2 - Tuning for recovery
Scenario
You have a large database that contains a single large table with two projections, and with default settings, recovery is taking too long. You want to give recovery more memory to improve speed.
Solution
Set PLANNEDCONCURRENCY and MAXCONCURRENCY in the RECOVERY pool to 1, so recovery can take as much memory as possible from the GENERAL pool and run only one thread at once.
Caution
This setting can slow down other queries in your system.3 - Tuning for refresh
Scenario
When a refresh operation is running, system performance is affected and user queries are rejected. You want to reduce the memory usage of the refresh job.
Solution
Set MEMORYSIZE in the REFRESH pool to a fixed value. The Resource Manager then tunes the refresh query to only use this amount of memory.
Important
Remember to reset MEMORYSIZE in the REFRESH pool to 0% after the refresh operation completes, so memory can be used for other operations.4 - Tuning tuple mover pool settings
Scenario 1
During heavy load operations, you occasionally notice spikes in the number of ROS containers. You would like the Tuple Mover to perform mergeout more aggressively to consolidate ROS containers, and avoid ROS pushback.
Solution
Use ALTER RESOURCE POOL to increase the setting of MAXCONCURRENCY in the TM resource pools. This setting determines how many threads are available for mergeout. By default , this parameter is set to 7. Vertica allocates half the threads to active partitions, and the remaining half to active and inactive partitions as needed. If MAXCONCURRENCY is set to an uneven integer, Vertica rounds up to favor active partitions.
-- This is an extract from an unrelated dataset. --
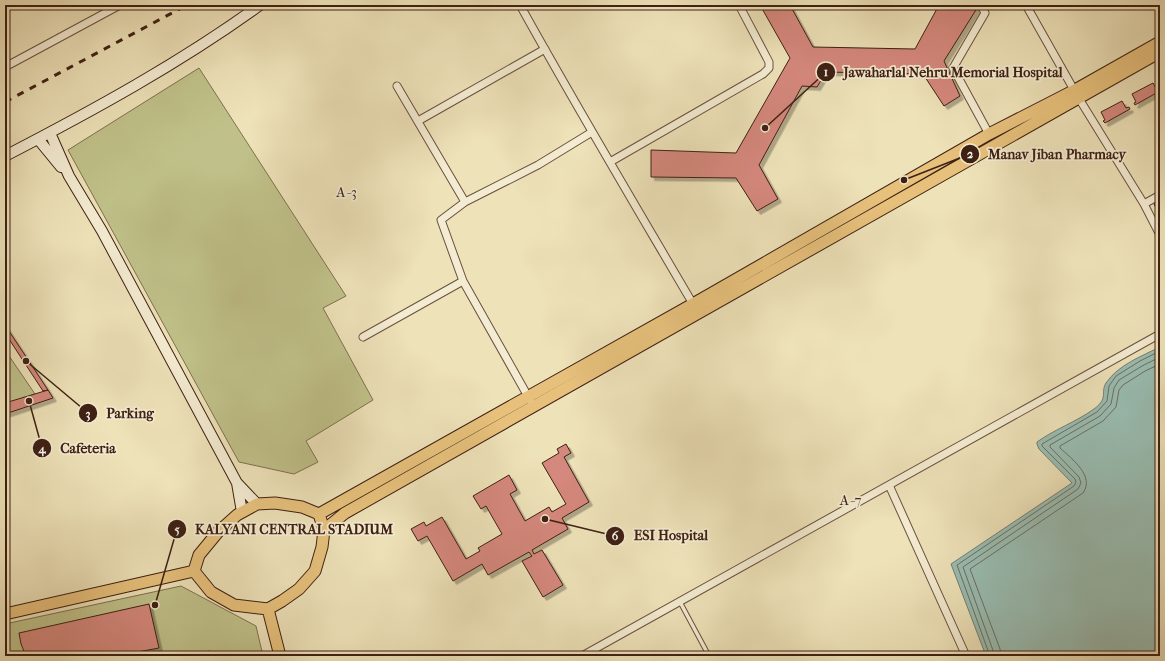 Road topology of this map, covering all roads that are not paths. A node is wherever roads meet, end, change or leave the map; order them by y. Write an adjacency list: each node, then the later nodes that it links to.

For example, if you increase MAXCONCURRENCY to 9, then Vertica allocates five threads exclusively to active partitions, and allocates the remaining four threads to active and inactive partitions.
Scenario 2
You have a secondary subcluster that is dedicated to time-sensitive analytic queries. You want to limit any other workloads on this subcluster that could interfere with it processing queries while also freeing up memory to perform queries.
By default, each subcluster has a built-in TM resource pool for Tuple Mover operations that makes it eligible to execute Tuple Mover mergeout operations. The TM pool consumes memory that could be used for queries. In addition, the mergeout operation could add a slight overhead to your subcluster's processing. You want to reallocate the memory consumed by the TM pool, and prevent the subcluster from running mergeout operations.
Solution
Use ALTER RESOURCE POOL to override the global TM resource pool for the secondary subcluster, and set both its MAXMEMORYSIZE and MEMORYSIZE to 0. This allows you to use the memory consumed by the global TM pool for use running analytic queries and prevents the subcluster being assigned TM mergeout operations to execute.
5 - Tuning for machine learning
Scenario
A large number of machine learning functions are running, and you want to give them more memory to improve performance.
Solution
Vertica executes machine learning functions in the BLOBDATA resource pool. To improve performance of machine learning functions and avoid spilling queries to disk, increase the pool's MAXMEMORYSIZE setting with ALTER RESOURCE POOL.
For more about tuning query budgets, see Query budgeting.